You’d probably be wrong.
The NBA All-Star game traditionally has been a successful one. The stars roll in, put on a point scoring display, throw in a few dunks and alley-oops to excite the crowd, and then leave to a standing ovation. It happens almost every year.
Add to that the excitement of the Slam Dunk Contest and the Three-Point Contest, and you really have yourself a weekend.
Usually.
For whatever reason, the 2010 NBA All-Star game didn’t live up to previous editions of the event. The game was played with the build-up of the MLB All-Star Game, but the enthusiasm and excitement of the NFL Pro Bowl.
Maybe it was the massively oversized arena, Cowboys Stadium in Arlington, Texas, removing the “buzz” element from the crowd. (On that same note, who decided it would be cool to play a basketball game with some spectators like a mile away from the actual game?) Maybe it’s an indication of the greater sports movement away from All-Star Games and exhibition contests in general. (After all, in the grand scheme of things, this game means absolutely nothing.) Maybe we just don’t like sports as much anymore.
Maybe, just maybe, it’s a bright neon-colored sign showing us the future of sports. Showing us where our games are headed, and where our athletes are going. Maybe it was a sign of the massive corporate influence on any and all marketable athletes in the world today. Maybe it was a sign that gimmicky, fan-friendly events like the Slam Dunk Contest (with this years’ being quite possibly the least entertaining dunk contest ever) and the Three-Point Shootout just don’t excite us anymore.

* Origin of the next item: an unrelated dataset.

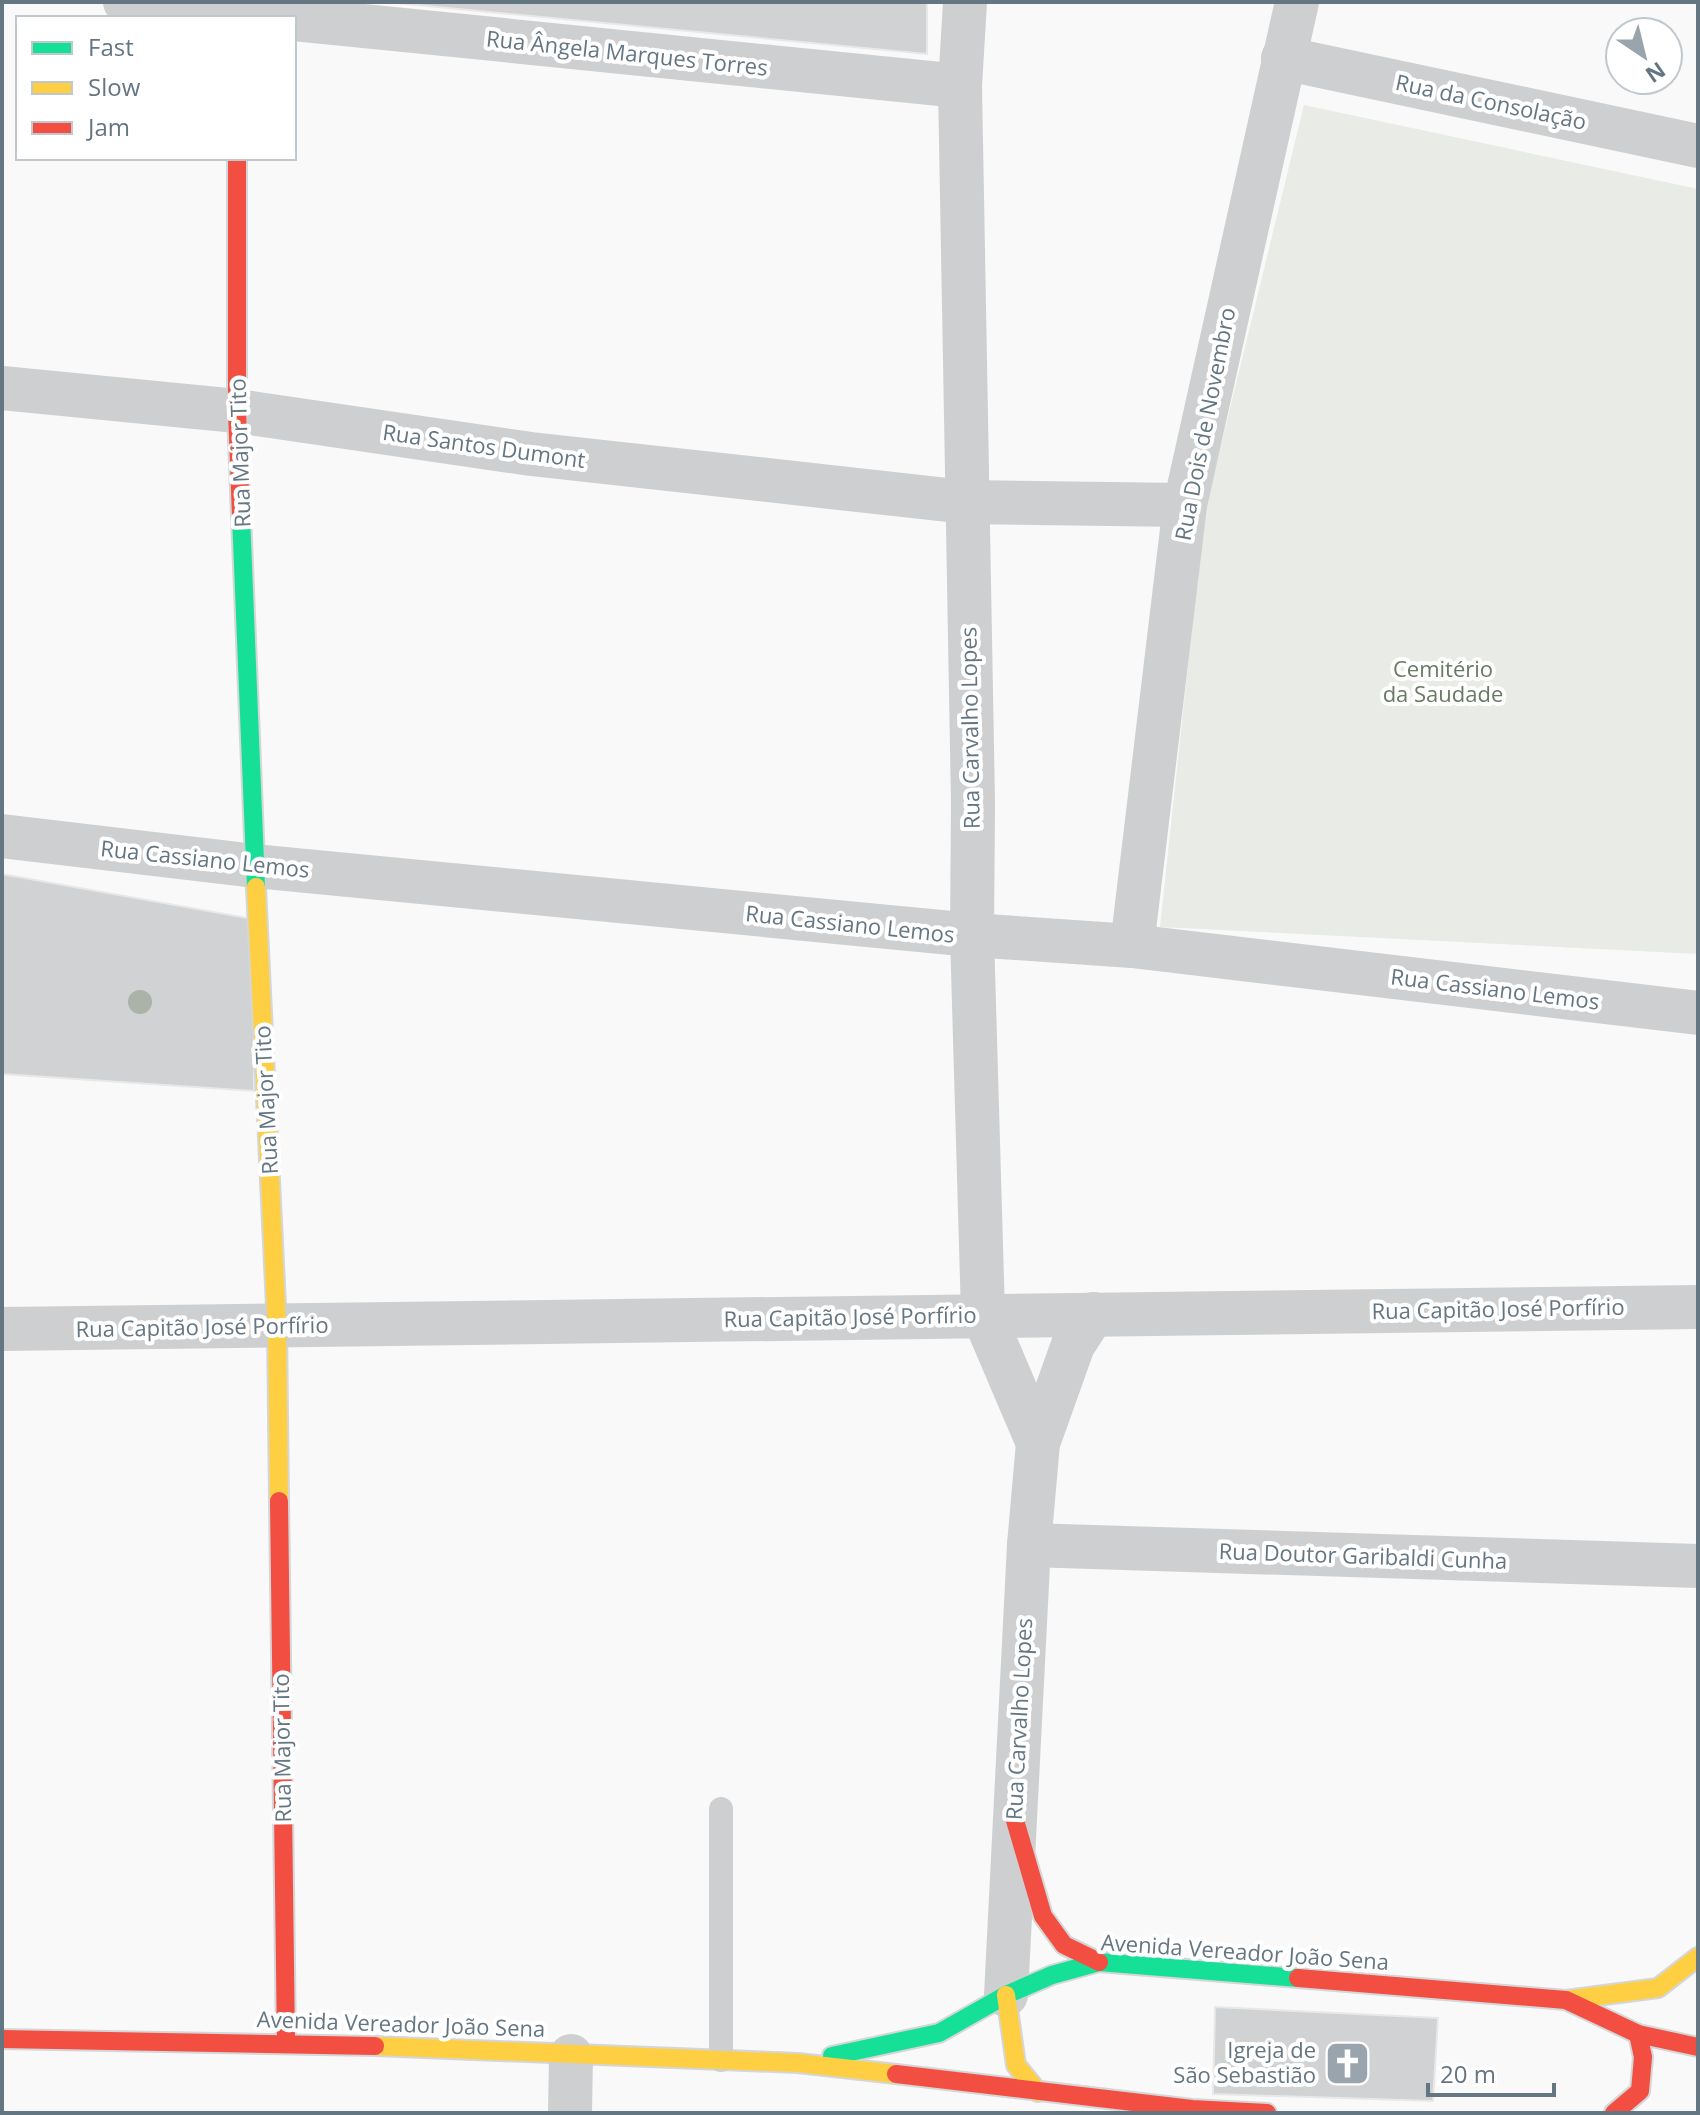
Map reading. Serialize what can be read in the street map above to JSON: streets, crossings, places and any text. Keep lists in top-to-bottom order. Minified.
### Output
{"streets":{"main road":["Rua Major Tito","Avenida Vereador João Sena"],"street":["Rua Ângela Marques Torres","Rua da Consolação","Rua Dois de Novembro","Rua Santos Dumont","Rua Carvalho Lopes","Rua Cassiano Lemos","Rua Capitão José Porfírio","Rua Doutor Garibaldi Cunha"]},"crossings":[["Rua Ângela Marques Torres","Rua Carvalho Lopes"],["Rua da Consolação","Rua Dois de Novembro"],["Rua Dois de Novembro","Rua Santos Dumont"],["Rua Dois de Novembro","Rua Cassiano Lemos"],["Rua Santos Dumont","Rua Major Tito"],["Rua Santos Dumont","Rua Carvalho Lopes"],["Rua Major Tito","Rua Cassiano Lemos"],["Rua Major Tito","Rua Capitão José Porfírio"],["Rua Major Tito","Avenida Vereador João Sena"],["Rua Carvalho Lopes","Rua Cassiano Lemos"],["Rua Carvalho Lopes","Rua Capitão José Porfírio"],["Rua Carvalho Lopes","Rua Doutor Garibaldi Cunha"],["Rua Carvalho Lopes","Avenida Vereador João Sena"]],"parks":["Cemitério da Saudade"],"places":{"church":["Igreja de São Sebastião"]},"legend":["Fast","Slow","Jam"],"scale_bar":"20 m","north":"bottom right"}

Maybe, it’s a sign that the game is no longer enough.
The game, by itself, has lost its appeal. And this isn’t just basketball, or all-star games, or any single specific sport or event. It is the world of sports as a whole.

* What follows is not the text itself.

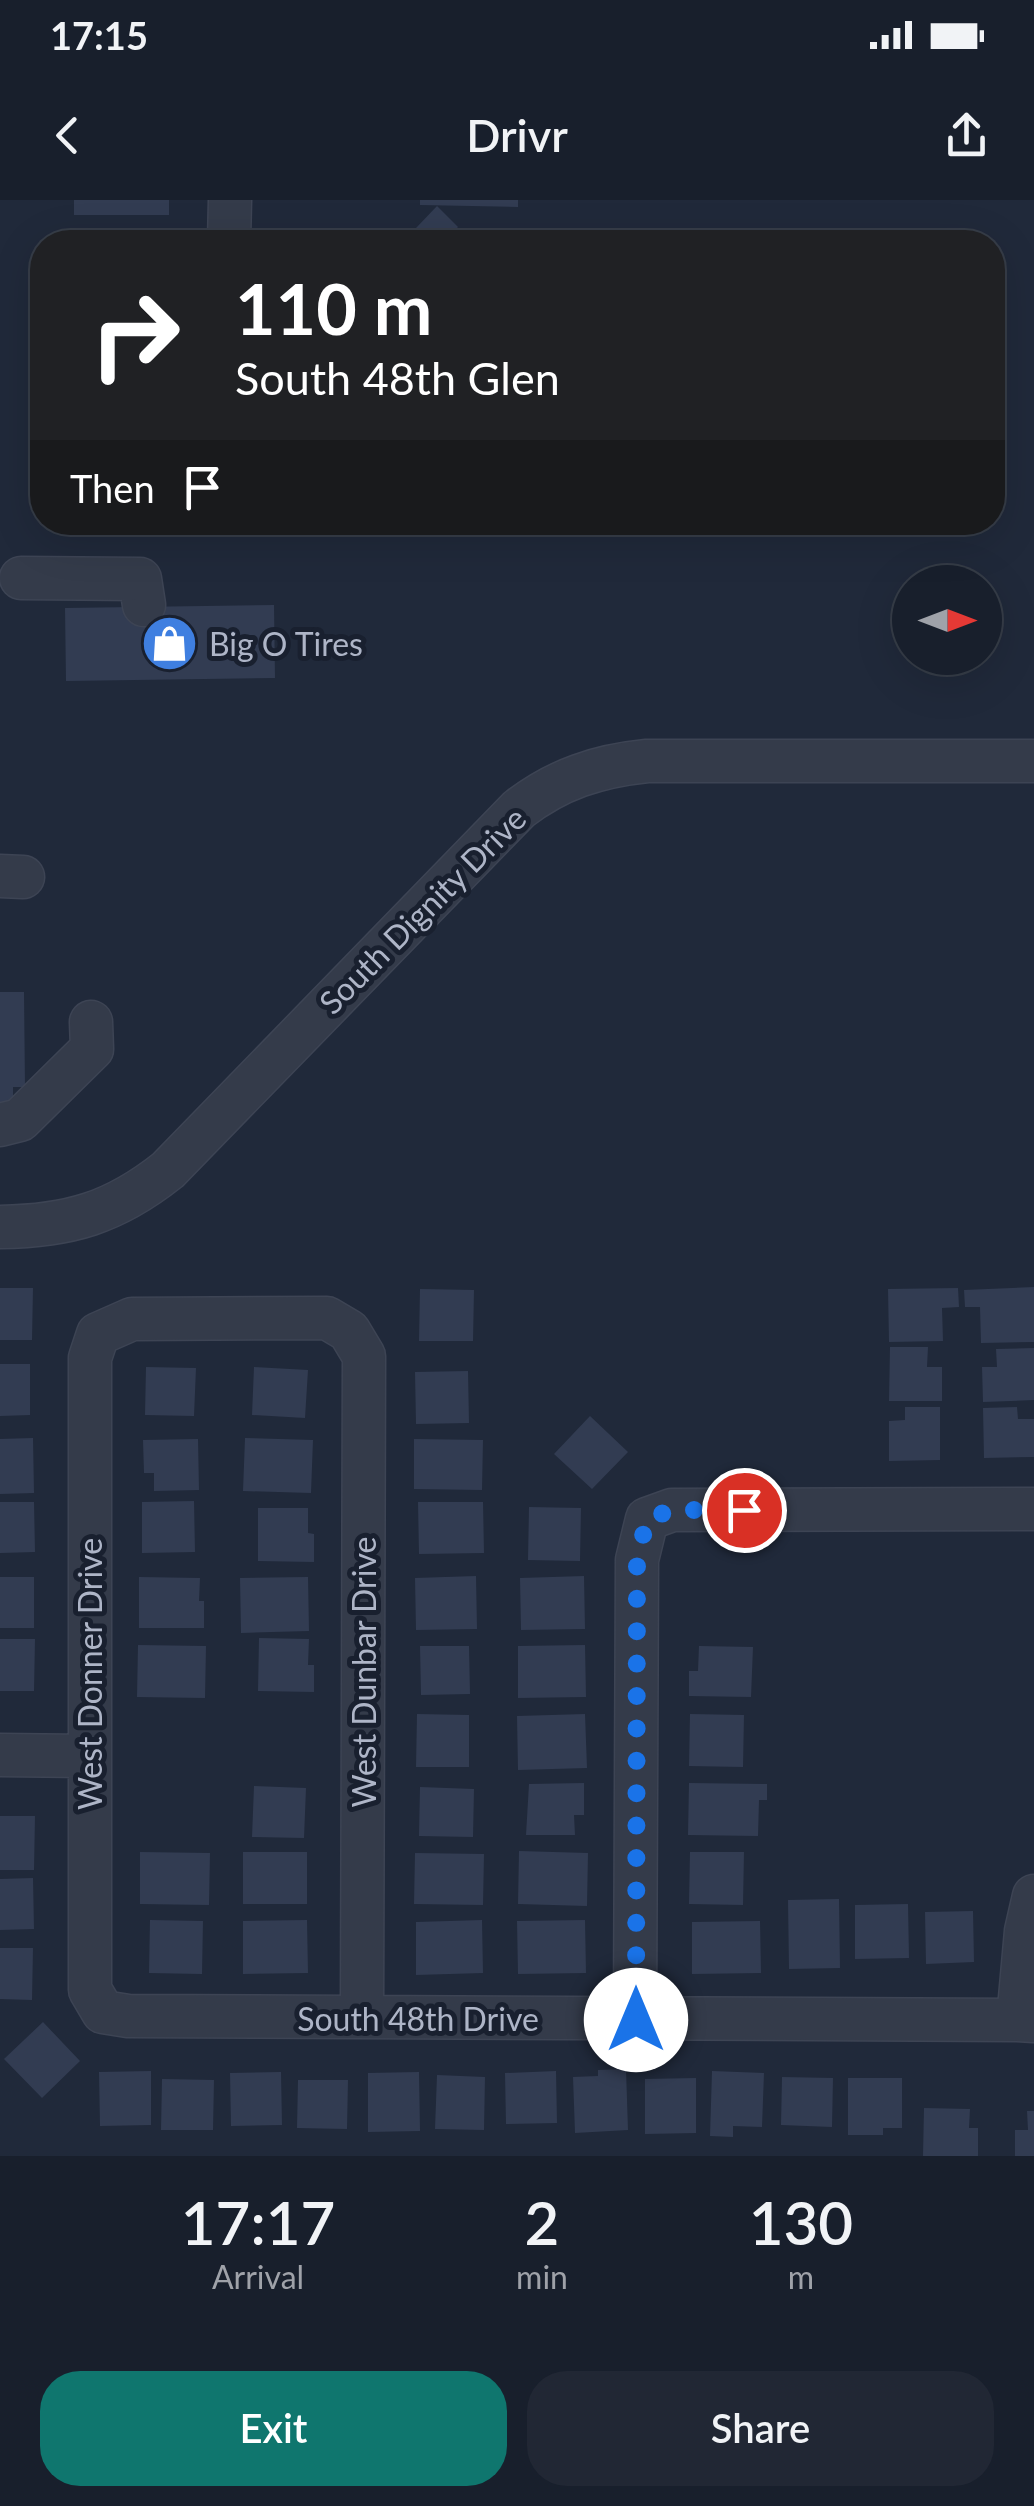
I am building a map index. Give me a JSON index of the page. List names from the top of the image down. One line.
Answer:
{"streets":{"street":["South Dignity Drive","West Dunbar Drive","West Donner Drive","South 48th Drive"]},"crossings":[["West Dunbar Drive","West Donner Drive"],["West Dunbar Drive","South 48th Drive"],["West Donner Drive","South 48th Drive"]],"places":{"shop":["Big O Tires"]},"north":"right","page":{"status":"17:15","header":"Drivr","turn":["110 m","South 48th Glen"],"then":"Then","eta":["17:17","Arrival","2","min","130","m"],"buttons":["Exit","Share"]}}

It’s not enough to watch the competitors against one another. It’s not enough to witness the beautiful act of a perfectly executed pass, or a science-defying pitch, or a thunderous tackle. We need more. We need video games, we need celebrity, we need scandal, and above all else, we need money. We live in a society where we always need more.

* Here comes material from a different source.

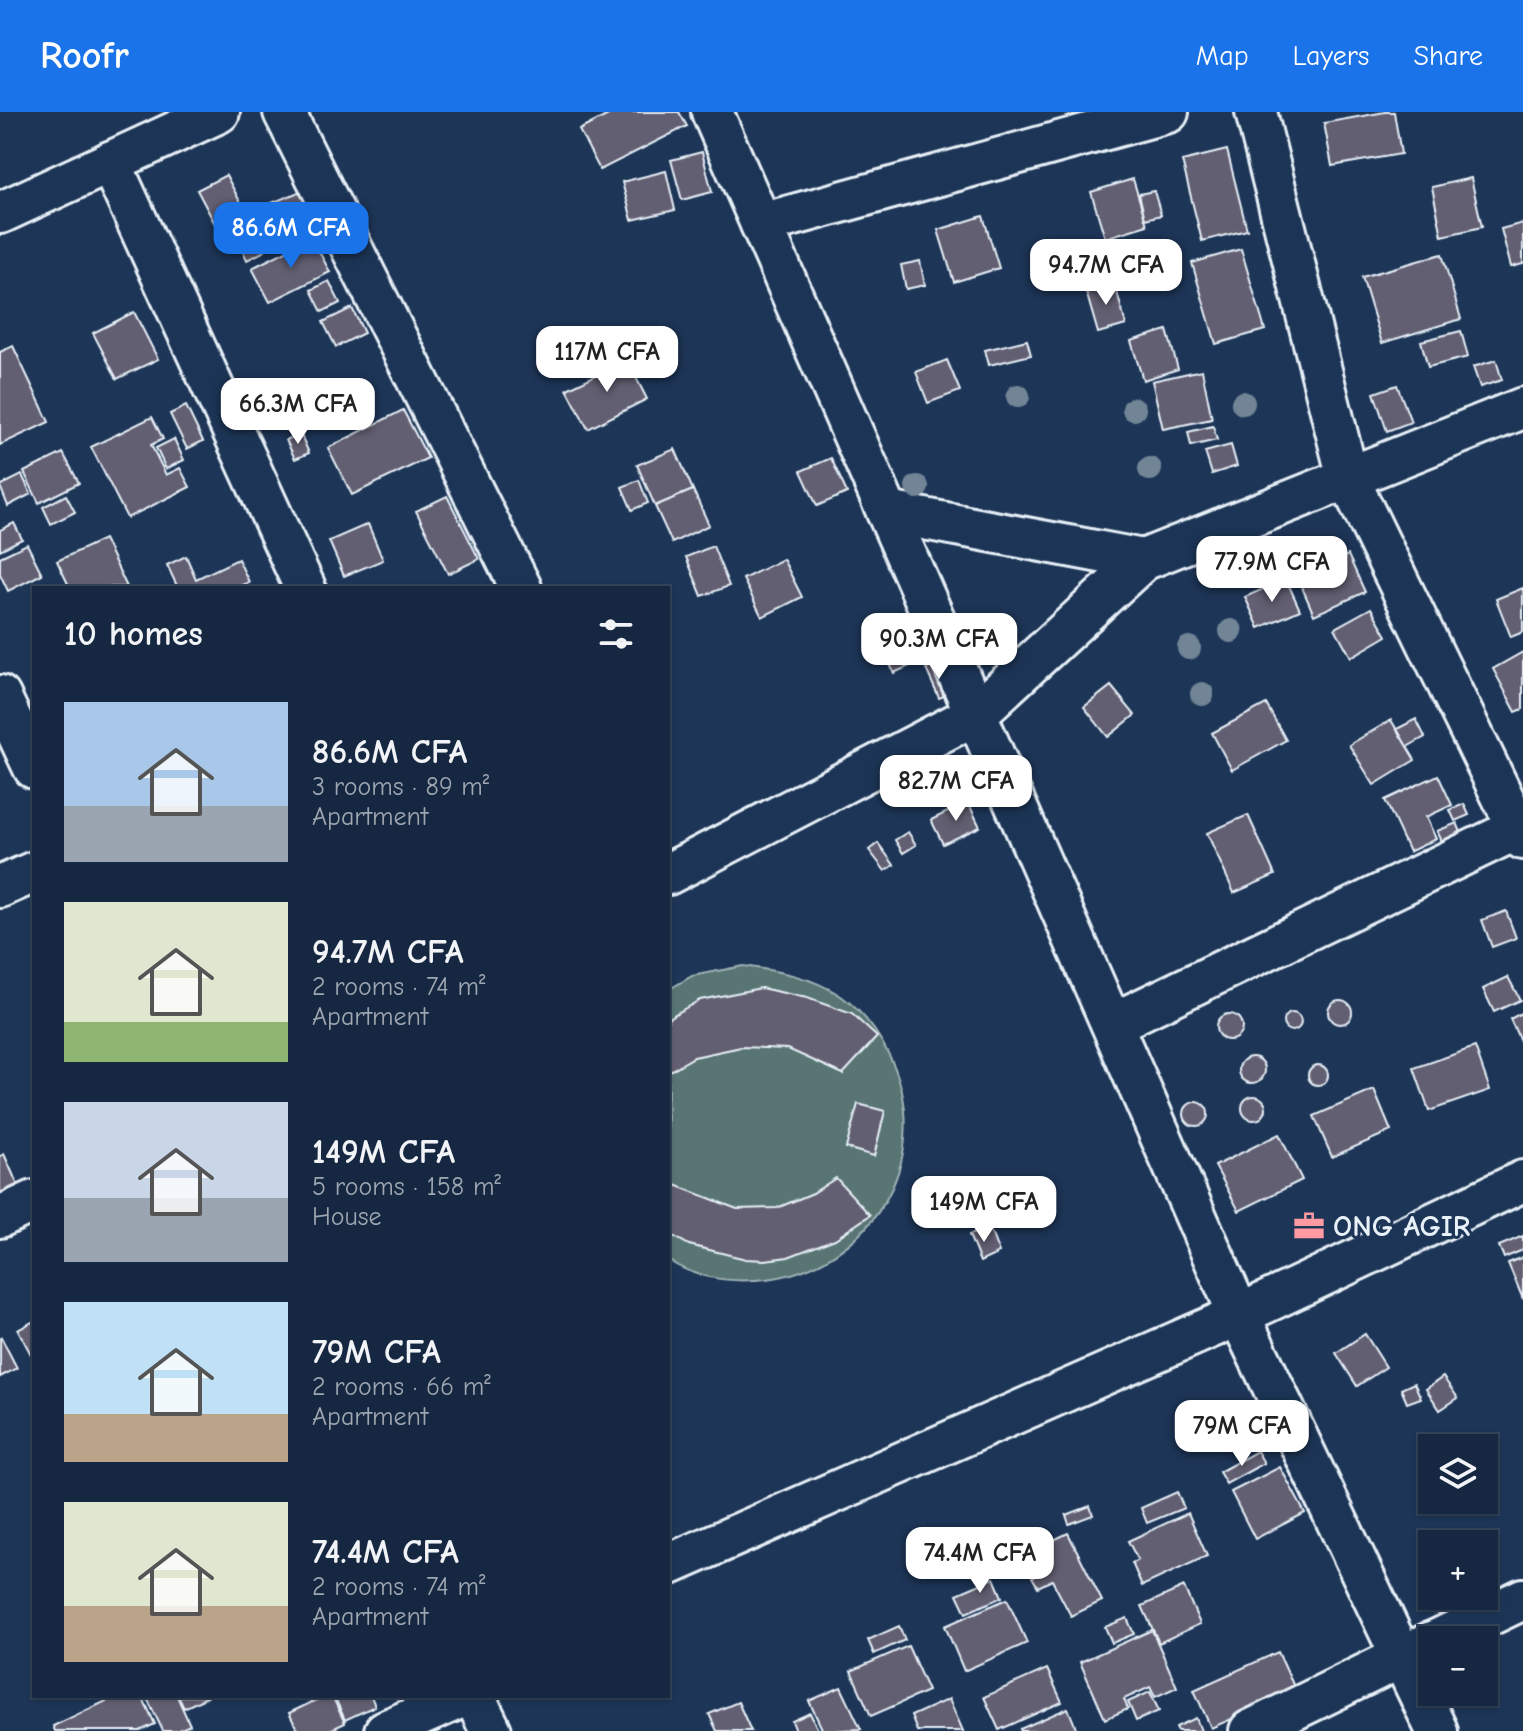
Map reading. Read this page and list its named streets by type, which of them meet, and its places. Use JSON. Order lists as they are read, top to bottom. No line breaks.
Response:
{"places":{"office":["ONG AGIR"]},"page":{"header":"Roofr","nav":["Map","Layers","Share"],"price":["86.6M CFA","94.7M CFA","117M CFA","66.3M CFA","77.9M CFA","90.3M CFA","82.7M CFA","149M CFA","79M CFA","74.4M CFA"],"heading":"10 homes","list":[{"name":"86.6M CFA","note":"3 rooms · 89 m² · Apartment"},{"name":"94.7M CFA","note":"2 rooms · 74 m² · Apartment"},{"name":"149M CFA","note":"5 rooms · 158 m² · House"},{"name":"79M CFA","note":"2 rooms · 66 m² · Apartment"},{"name":"74.4M CFA","note":"2 rooms · 74 m² · Apartment"}],"map_buttons":["+","−"]}}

All of a sudden, for some reason, watching an NBA player dunk a ball with no one else on the court isn’t enough. Just like watching a baseball player hit home runs in batting practice and an NFL receiver catch an uncontested pass isn’t enough anymore, sport itself is falling behind the rapidly changing fan base. What’s important now isn’t who wins in the box score, but who cleans up in the bottom line. It’s a sad metaphor for the rest of society.
So what comes next?
When the gimmick stops working; when the game itself becomes the gimmick, where do we go from here? Will the next All-Star game feature special celebrity substitutions? Headband cameras for the folks at home? Playboy models as the coaches? If you think this is too farfetched, what can possibly be more crazy then throwing 100,000 people in a giant room to watch 10 guys bounce a ball around for an hour or two?
But this is why sports works. Because for every single person that reads this column; for every single person that says “it was better the way it used to be”; for every single person that claims sport is dead; there is a passionate fan out there watching. While the owners and perhaps even the players approach sports differently in today’s world, the underlying principle of sports for enjoyment will always be hidden there somewhere. For every celebrity sitting courtside Sunday who didn’t know Kobe Bryant from the referee, there was a fan sitting in the upper deck, with their binoculars, taking in every moment as if it were their last.
You never know what’s going to happen next. For better or worse. It’s simple, and yet so confusing at the same time.
And that’s just the way we all want it.